NATIONAL BUREAU OF ECONOMIC RESEARCH
NATIONAL BUREAU OF ECONOMIC RESEARCH

Retractions

Pierre Azoulay, Jeffrey L. Furman, Joshua L. Krieger, Fiona E. Murray

NBER Working Paper No. 18499
Issued in October 2012
NBER Program(s):   PR

To what extent does "false science" impact the rate and direction of scientific change? We examine the impact of more than 1,100 scientific retractions on the citation trajectories of articles that are close neighbors of retracted articles in intellectual space but were published prior to the retraction event. Our results indicate that following retraction and relative to carefully selected controls, related articles experience a lasting five to ten percent decline in the rate at which they are cited. We probe the mechanisms that might underlie these negative spillovers over intellectual space. One view holds that adjacent fields atrophy post-retraction because the shoulders they offer to follow-on researchers have been proven to be shaky or absent.

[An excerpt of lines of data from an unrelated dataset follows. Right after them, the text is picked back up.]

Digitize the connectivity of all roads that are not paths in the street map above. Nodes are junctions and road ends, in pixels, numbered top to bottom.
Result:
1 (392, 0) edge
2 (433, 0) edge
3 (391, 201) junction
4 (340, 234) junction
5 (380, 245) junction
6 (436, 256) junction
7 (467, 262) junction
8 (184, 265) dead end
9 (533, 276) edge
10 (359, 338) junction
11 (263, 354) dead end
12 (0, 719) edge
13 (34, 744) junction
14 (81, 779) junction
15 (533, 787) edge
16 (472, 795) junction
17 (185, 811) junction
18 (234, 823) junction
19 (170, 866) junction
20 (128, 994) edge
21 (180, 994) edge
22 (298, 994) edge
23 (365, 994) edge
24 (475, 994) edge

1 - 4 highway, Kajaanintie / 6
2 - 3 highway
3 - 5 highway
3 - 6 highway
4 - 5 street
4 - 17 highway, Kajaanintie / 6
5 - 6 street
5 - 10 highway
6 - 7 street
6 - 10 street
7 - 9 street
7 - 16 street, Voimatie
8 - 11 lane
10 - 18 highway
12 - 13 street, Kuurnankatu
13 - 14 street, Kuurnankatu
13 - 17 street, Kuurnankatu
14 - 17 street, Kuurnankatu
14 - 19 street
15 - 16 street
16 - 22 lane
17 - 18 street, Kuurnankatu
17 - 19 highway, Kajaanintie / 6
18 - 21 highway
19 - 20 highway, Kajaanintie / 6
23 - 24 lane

An alternative view holds that scientists avoid the "infected" fields lest their own status suffers through mere association. Two pieces of evidence are consistent with the latter view. First, for-profit citers are much less responsive to the retraction event than are academic citers. Second, the penalty suffered by related articles is much more severe when the associated retracted article includes fraud or misconduct, relative to cases where the retraction occurred because of honest mistakes.